The euro zone had a higher-than-expected trade surplus in October despite a continued rise in the euro as exports grew faster than imports, the European Union's statistics office said on Tuesday.
On a non-seasonally adjusted basis, the trade surplus of the 13 countries using the euro totaled 6.1 billion euros ($8.75 billion), up from 2.4 billion a year before and 3.7 billion in September, Eurostat said.
Economists polled by Reuters had on average expected a surplus of 4.1 billion euros for October.
Exports grew by 11 percent year-on-year in October, while imports rose 8 percent.
The seasonally adjusted trade surplus was 4 billion euros, up from 3.6 billion in September with exports up 2.3 percent against the previous month and imports rising 2.0 percent.

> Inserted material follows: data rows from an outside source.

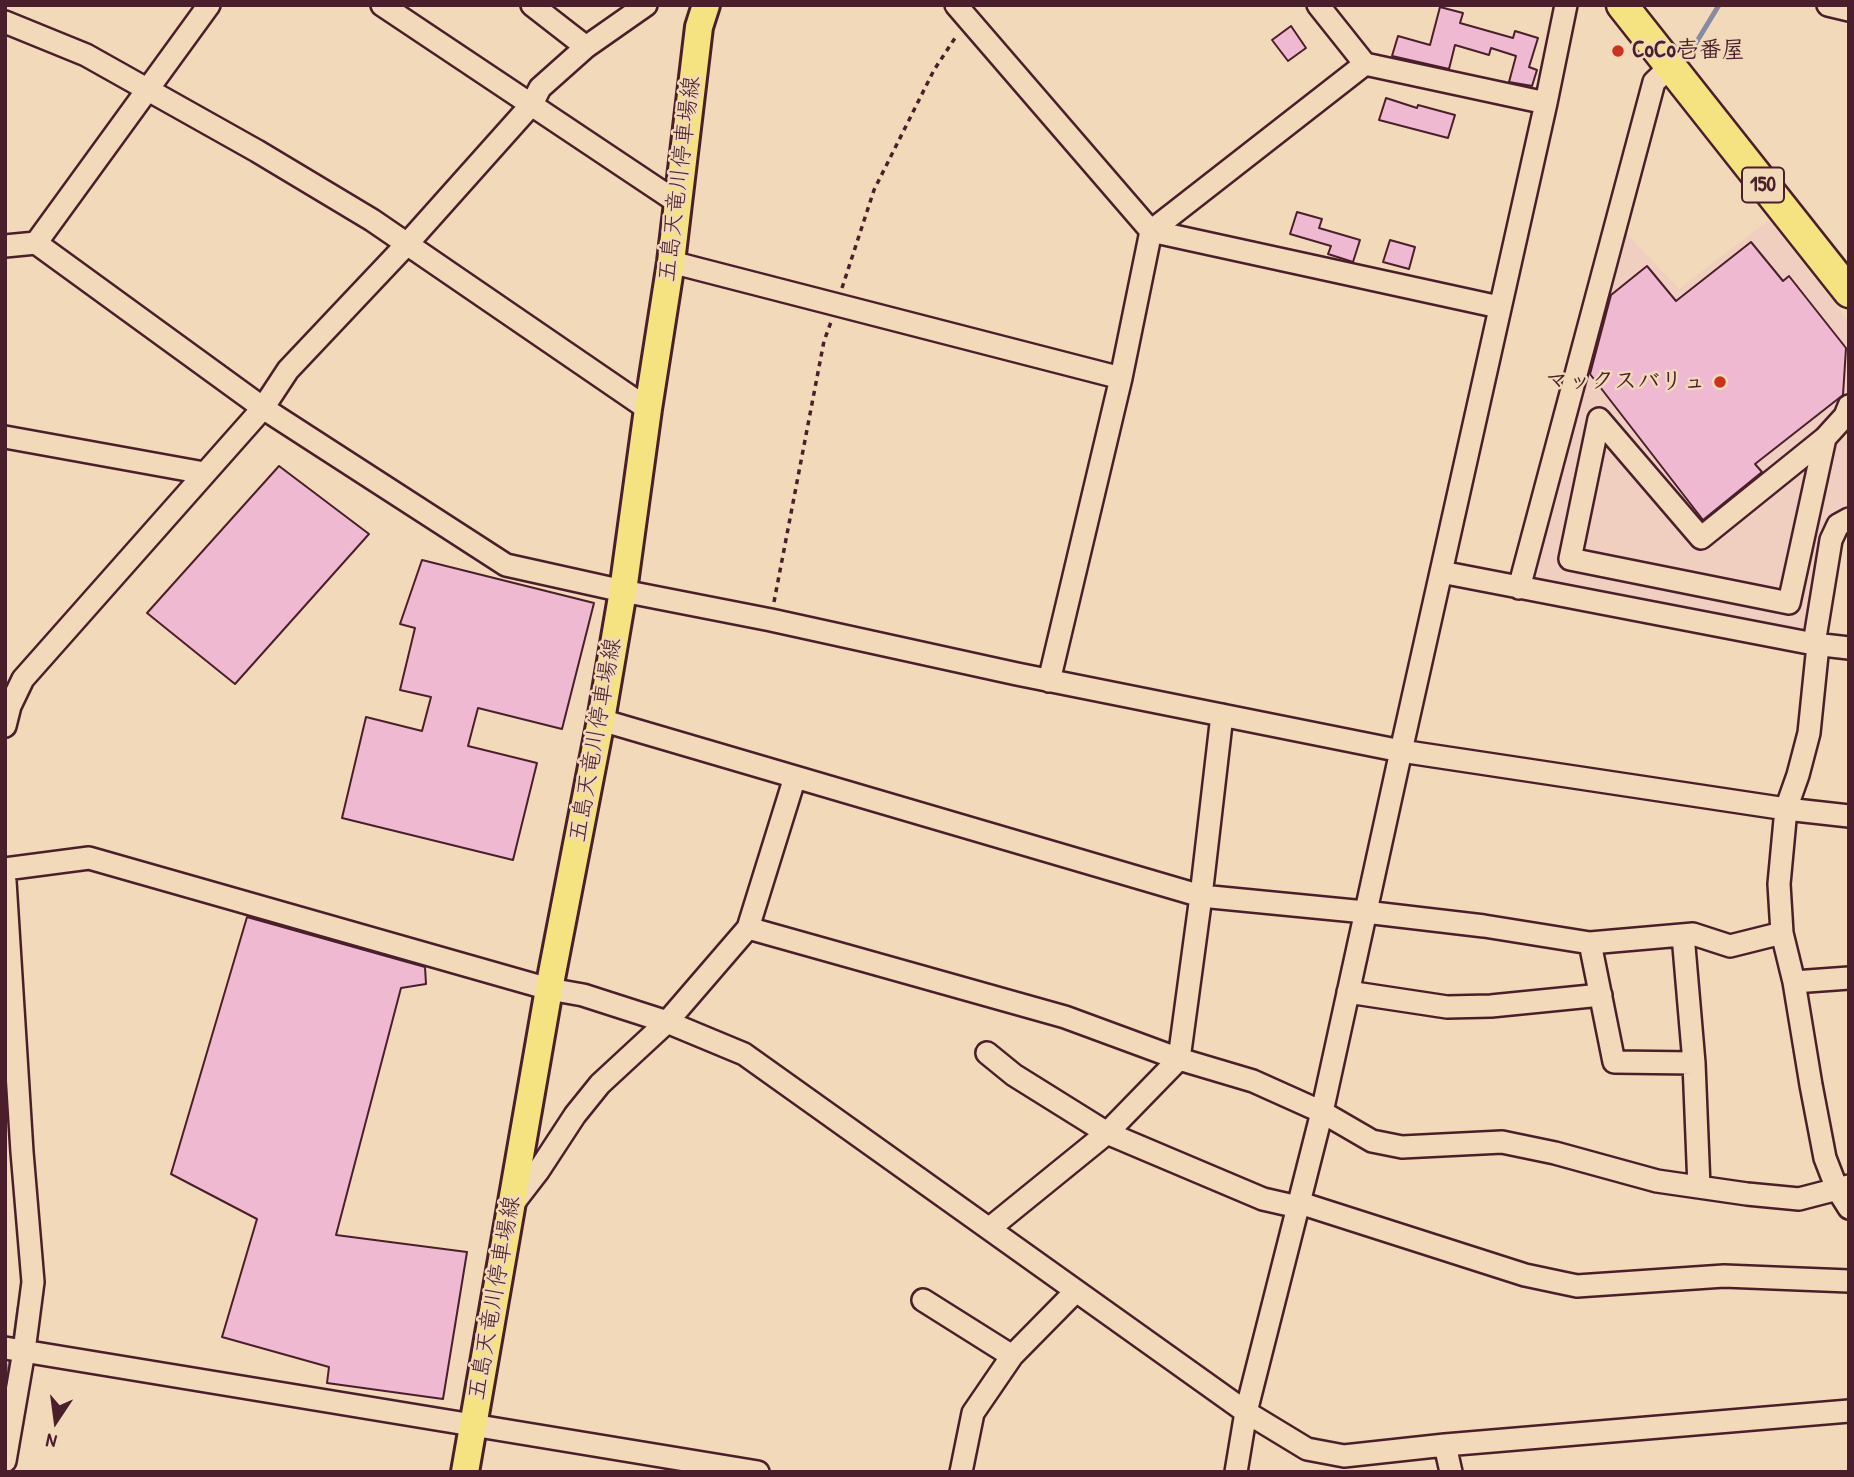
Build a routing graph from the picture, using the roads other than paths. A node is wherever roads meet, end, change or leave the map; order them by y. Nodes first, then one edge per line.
1 (209, 5) edge
2 (382, 5) edge
3 (532, 5) edge
4 (646, 5) edge
5 (706, 5) edge
6 (1318, 5) edge
7 (1566, 5) edge
8 (1622, 5) edge
9 (1828, 5) edge
10 (1849, 10) edge
11 (962, 12) edge
12 (5, 22) edge
13 (586, 47) junction
14 (1365, 64) junction
15 (1673, 71) junction
16 (147, 89) junction
17 (1546, 103) junction
18 (532, 104) junction
19 (677, 202) junction
20 (1151, 231) junction
21 (36, 243) junction
22 (407, 244) junction
23 (5, 246) edge
24 (671, 262) junction
25 (1849, 292) edge
26 (1499, 307) junction
27 (1121, 378) junction
28 (1849, 406) edge
29 (263, 408) junction
30 (648, 409) junction
31 (5, 437) edge
32 (1825, 438) junction
33 (204, 473) junction
34 (1849, 519) edge
35 (1441, 572) junction
36 (1655, 576) junction
37 (1519, 588) junction
38 (623, 592) junction
39 (1647, 612) junction
40 (1816, 645) junction
41 (1849, 648) edge
42 (1049, 681) junction
43 (1222, 715) junction
44 (601, 720) junction
45 (5, 726) edge
46 (1401, 751) junction
47 (795, 777) junction
48 (1786, 809) junction
49 (1849, 816) edge
50 (5, 869) edge
51 (5, 881) edge
52 (1201, 895) junction
53 (1366, 912) junction
54 (748, 928) junction
55 (1782, 933) junction
56 (1683, 935) junction
57 (1590, 943) junction
58 (1849, 978) edge
59 (1794, 982) junction
60 (549, 989) junction
61 (1348, 992) junction
62 (1601, 995) junction
63 (667, 1022) junction
64 (986, 1053) dead end
65 (1179, 1059) junction
66 (1693, 1063) junction
67 (1322, 1112) junction
68 (1107, 1133) junction
69 (13, 1152) edge
70 (1843, 1187) edge
71 (1699, 1188) junction
72 (1299, 1205) junction
73 (511, 1207) junction
74 (1849, 1208) edge
75 (990, 1228) junction
76 (1849, 1281) edge
77 (1076, 1291) junction
78 (923, 1300) dead end
79 (15, 1349) edge
80 (1012, 1356) junction
81 (1849, 1410) edge
82 (1245, 1412) junction
83 (473, 1424) junction
84 (1446, 1445) junction
85 (5, 1461) edge
86 (465, 1472) edge
87 (758, 1472) edge
88 (961, 1472) edge
89 (1236, 1472) edge
90 (1451, 1472) edge

1 - 16 street
2 - 18 street
3 - 13 street
4 - 13 street
5 - 19 main road, 五島天竜川停車場線
6 - 14 street
7 - 17 street
8 - 15 highway, 150
9 - 10 street
11 - 20 street
12 - 16 street
13 - 18 street
14 - 17 street
14 - 20 street
15 - 25 highway, 150
15 - 37 street
16 - 21 street
16 - 22 street
17 - 26 street
18 - 19 street
18 - 22 street
19 - 24 main road, 五島天竜川停車場線
20 - 26 street
20 - 27 street
21 - 23 street
21 - 29 street
22 - 29 street
22 - 30 street
24 - 27 street
24 - 30 main road, 五島天竜川停車場線
26 - 35 street
27 - 42 street
28 - 32 street
29 - 33 street
29 - 38 street
30 - 38 main road, 五島天竜川停車場線
31 - 33 street
32 - 36 street
32 - 36 street
33 - 45 street
34 - 40 street
35 - 37 street
35 - 46 street
36 - 39 street
37 - 39 street
38 - 42 street
38 - 44 main road, 五島天竜川停車場線
39 - 40 street
40 - 41 street
40 - 48 street
42 - 43 street
43 - 46 street
43 - 52 street
44 - 47 street
44 - 60 main road, 五島天竜川停車場線
46 - 48 street
46 - 53 street
47 - 52 street
47 - 54 street
48 - 49 street
48 - 55 street
50 - 60 street
51 - 69 street
52 - 53 street
52 - 65 street
53 - 57 street
53 - 61 street
54 - 63 street
54 - 65 street
55 - 56 street
55 - 59 street
56 - 57 street
56 - 66 street
57 - 62 street
58 - 59 street
59 - 70 street
60 - 63 street
60 - 73 main road, 五島天竜川停車場線
61 - 62 street
61 - 67 street
62 - 66 street
63 - 73 street
63 - 75 street
64 - 68 street
65 - 67 street
65 - 68 street
66 - 71 street
67 - 71 street
67 - 72 street
68 - 72 street
68 - 75 street
69 - 79 street
70 - 71 street
70 - 74 street
72 - 76 street
72 - 82 street
73 - 83 main road, 五島天竜川停車場線
75 - 77 street
77 - 80 street
77 - 82 street
78 - 80 street
79 - 83 street
79 - 85 street
80 - 88 street
81 - 84 street
82 - 84 street
82 - 89 street
83 - 86 main road, 五島天竜川停車場線
83 - 87 street
84 - 90 street

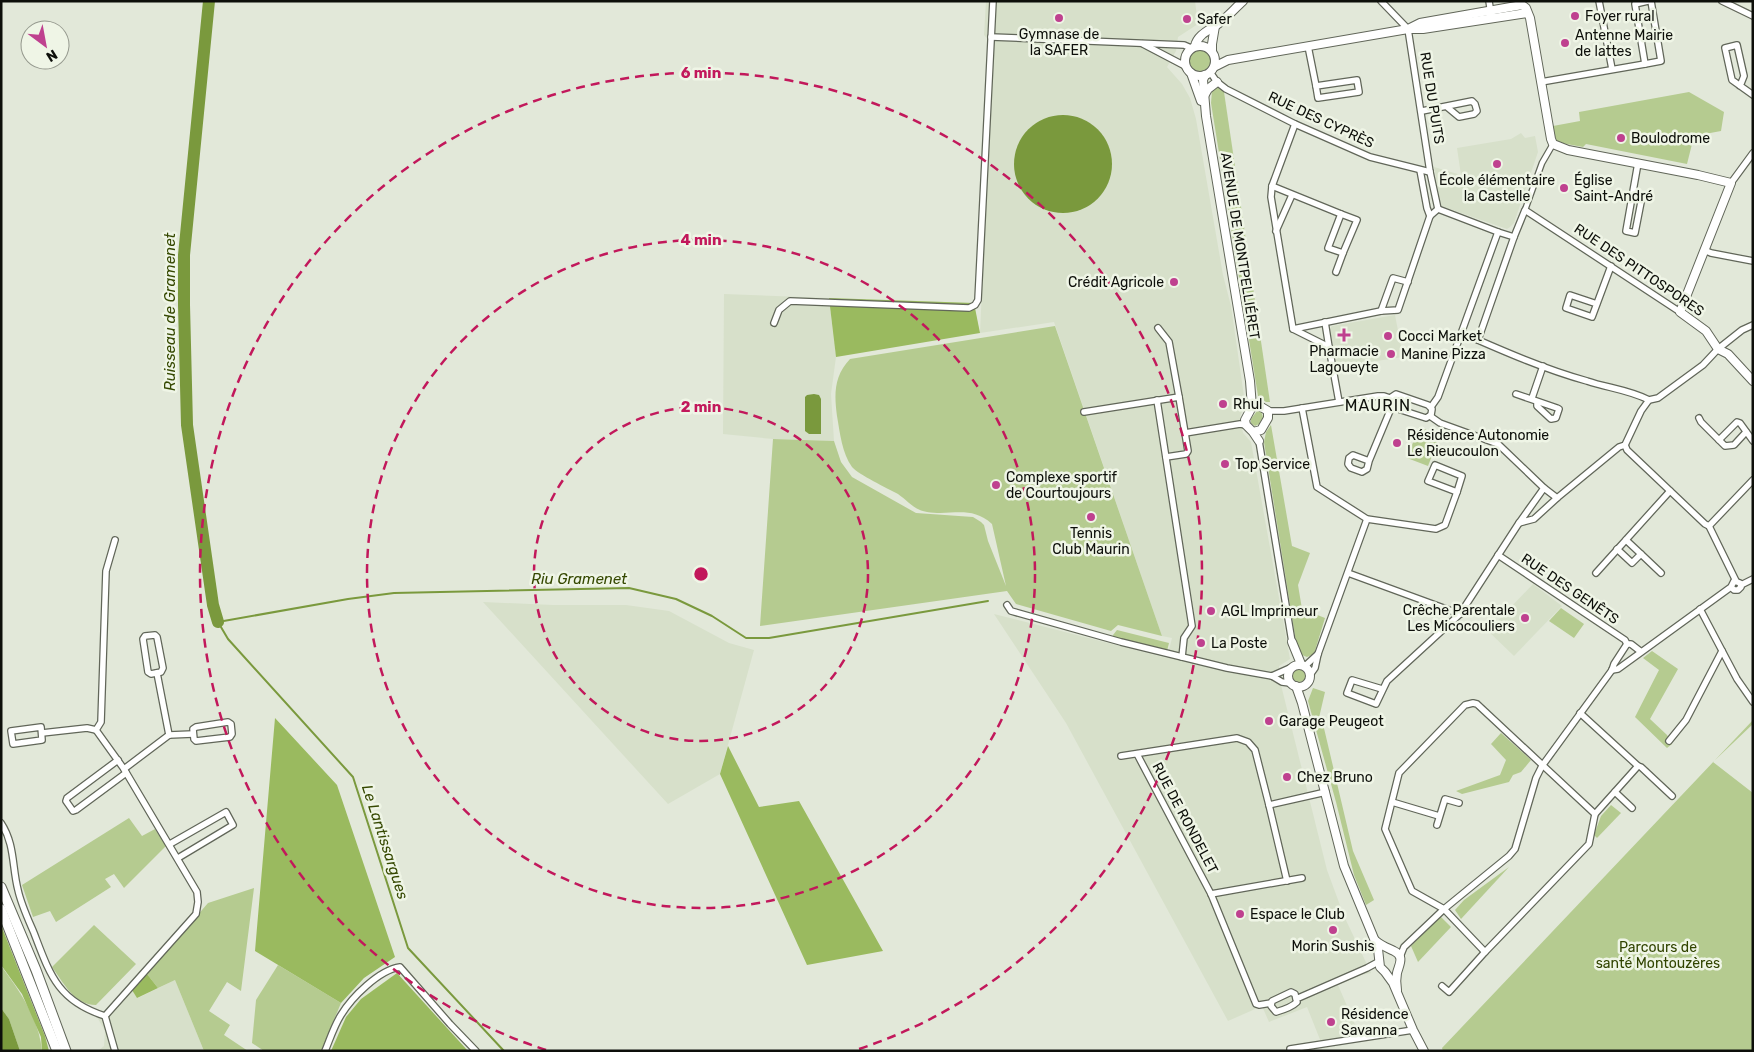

More detailed data for October was not yet available, but January-September figures showed substantial increases in the trade surplus with Britain and a fall in the trade gap with Russia compared with the same period of 2006.
The trade deficit with China, however, jumped to 80 billion euros in the first nine months of this year compared with a 64.1 billion euro gap in the same period of last year.
The euro zone's trade deficit in energy shrank to 162.3 billion euros in the January-September period from 187.8 billion a year earlier. The deficit in trade in crude materials rose to 28.2 billion from 23.9 billion.
The euro zone recorded growing surpluses in trade in chemicals and machinery and vehicles.